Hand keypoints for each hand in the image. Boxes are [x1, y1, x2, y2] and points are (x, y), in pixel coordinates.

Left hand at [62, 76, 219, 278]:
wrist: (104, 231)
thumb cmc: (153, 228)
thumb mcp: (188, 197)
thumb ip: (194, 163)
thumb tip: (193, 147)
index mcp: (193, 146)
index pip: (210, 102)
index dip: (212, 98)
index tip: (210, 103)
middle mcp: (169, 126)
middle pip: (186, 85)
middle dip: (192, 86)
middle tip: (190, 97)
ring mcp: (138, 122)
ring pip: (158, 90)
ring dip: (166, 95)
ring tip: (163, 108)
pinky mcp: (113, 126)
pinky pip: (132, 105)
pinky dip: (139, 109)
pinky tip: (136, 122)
==
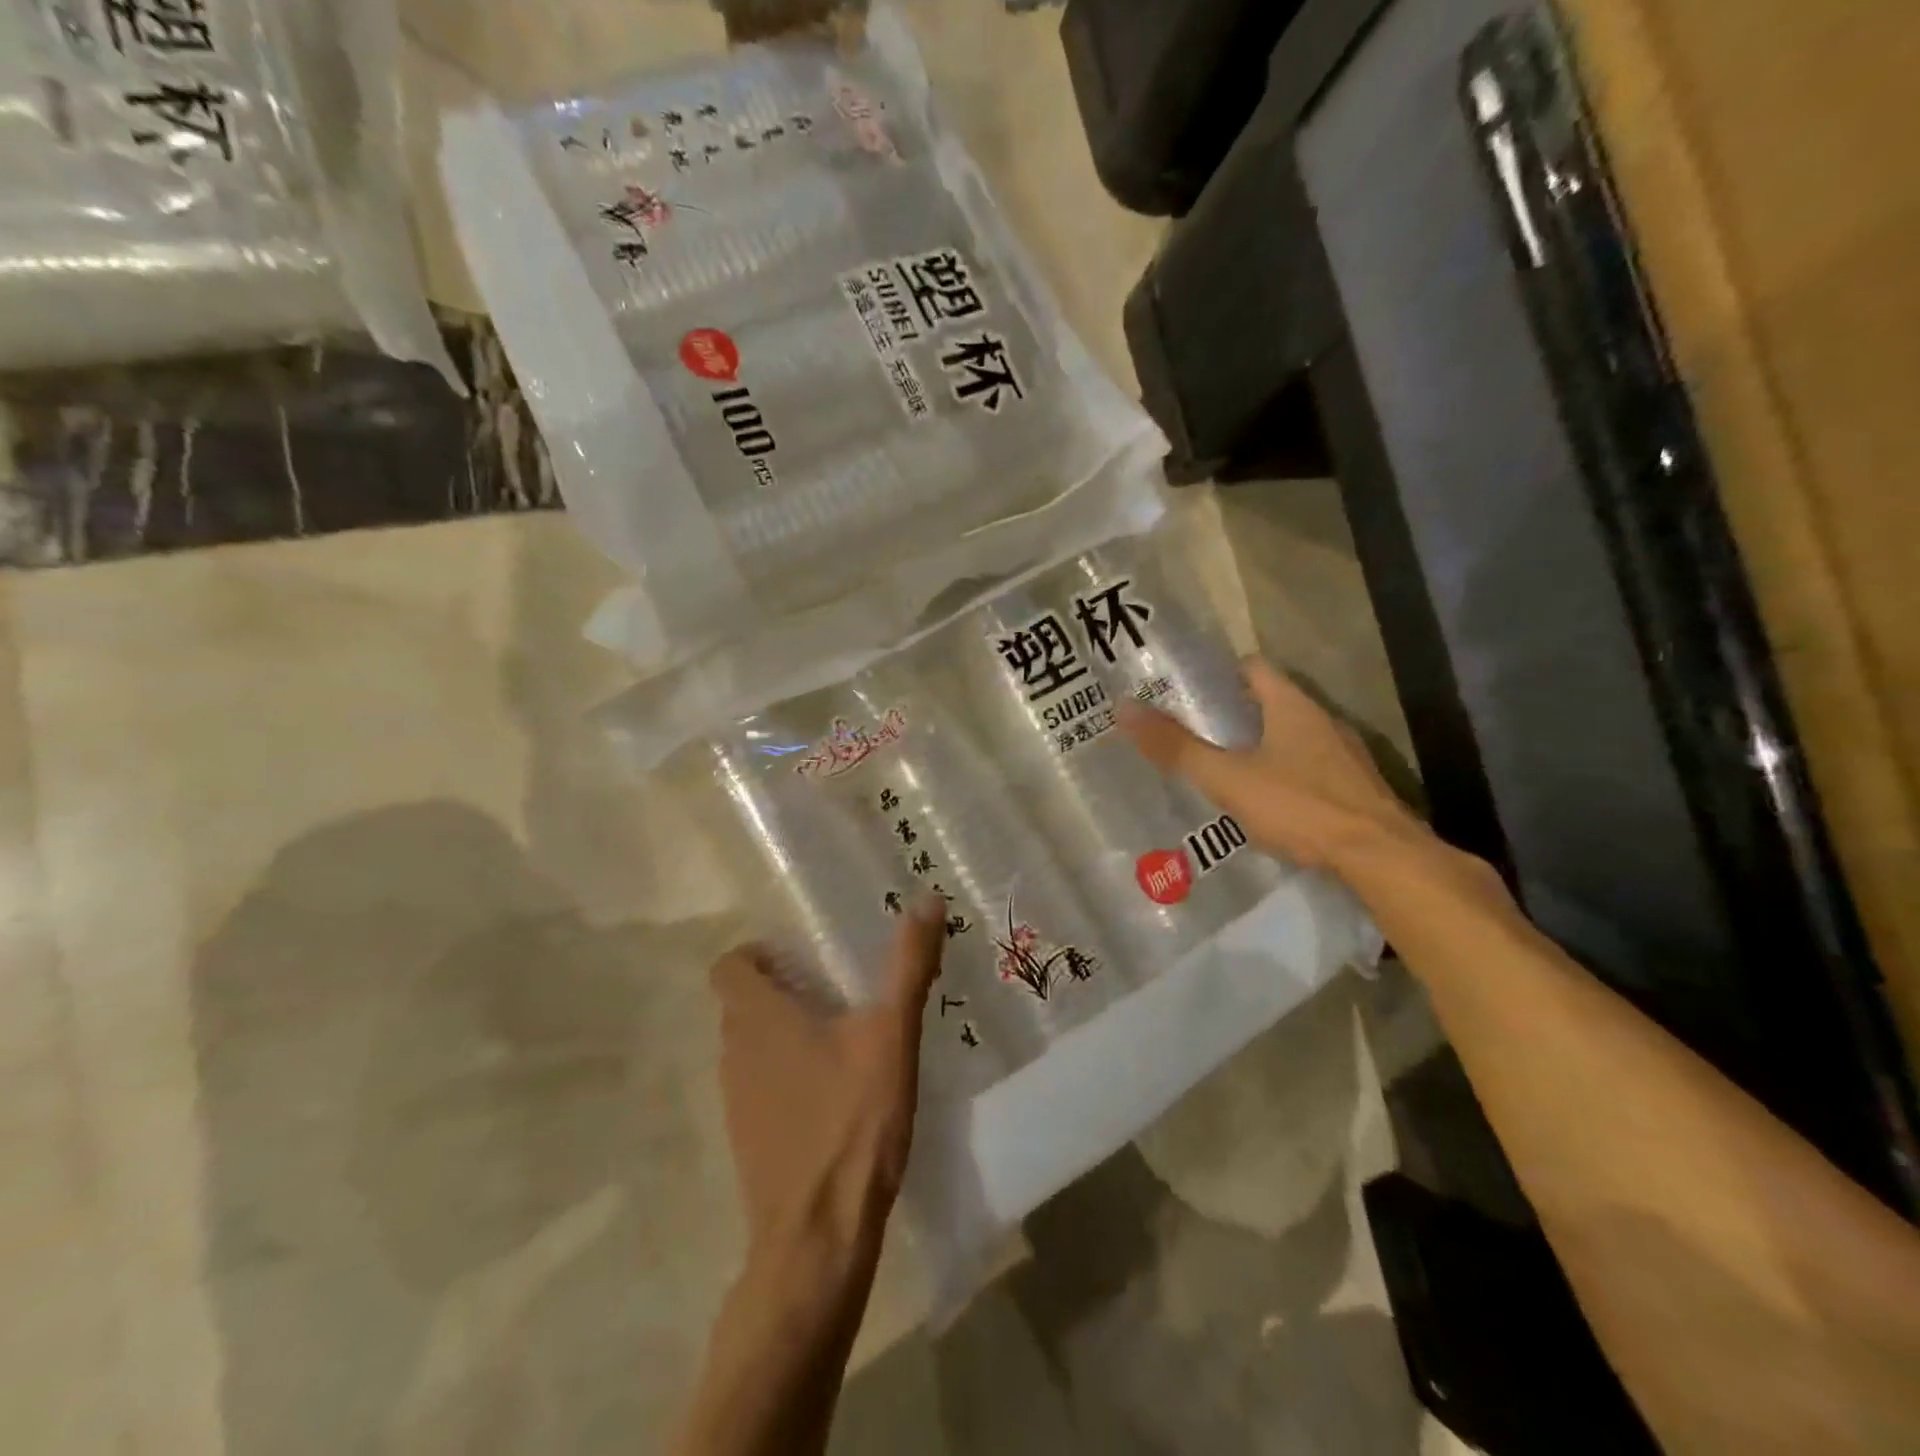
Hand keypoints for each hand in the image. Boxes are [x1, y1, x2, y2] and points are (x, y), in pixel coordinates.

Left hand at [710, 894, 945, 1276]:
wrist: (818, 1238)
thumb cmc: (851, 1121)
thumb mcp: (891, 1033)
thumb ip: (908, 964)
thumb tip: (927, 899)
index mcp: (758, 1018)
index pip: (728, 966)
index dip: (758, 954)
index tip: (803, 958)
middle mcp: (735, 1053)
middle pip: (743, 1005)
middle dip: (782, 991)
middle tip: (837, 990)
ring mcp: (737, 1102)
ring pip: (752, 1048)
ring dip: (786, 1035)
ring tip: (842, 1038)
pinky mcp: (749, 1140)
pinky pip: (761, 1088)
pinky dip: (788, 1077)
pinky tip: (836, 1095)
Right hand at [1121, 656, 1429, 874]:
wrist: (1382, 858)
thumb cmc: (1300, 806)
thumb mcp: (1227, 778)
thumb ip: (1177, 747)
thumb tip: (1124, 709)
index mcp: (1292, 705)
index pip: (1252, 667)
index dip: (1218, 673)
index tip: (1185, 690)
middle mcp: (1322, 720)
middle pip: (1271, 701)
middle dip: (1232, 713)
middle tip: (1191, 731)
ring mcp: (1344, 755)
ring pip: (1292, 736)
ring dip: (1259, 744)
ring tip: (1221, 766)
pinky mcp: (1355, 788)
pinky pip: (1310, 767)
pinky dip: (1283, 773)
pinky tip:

**PROBLEM TO SOLVE**
Copy all lines of the records in which the string "index" can be found.

**SOLUTION TO THE EXERCISE**
index mcp: (193, 146)
index pip: (210, 102)
index dip: (212, 98)
index tip: (210, 103)
index mcp: (758, 1018)
index pip: (728, 966)
index dip: (758, 954)
index tip: (803, 958)
index mcp: (1292, 705)
index pip: (1252, 667)
index dip: (1218, 673)
index tip: (1185, 690)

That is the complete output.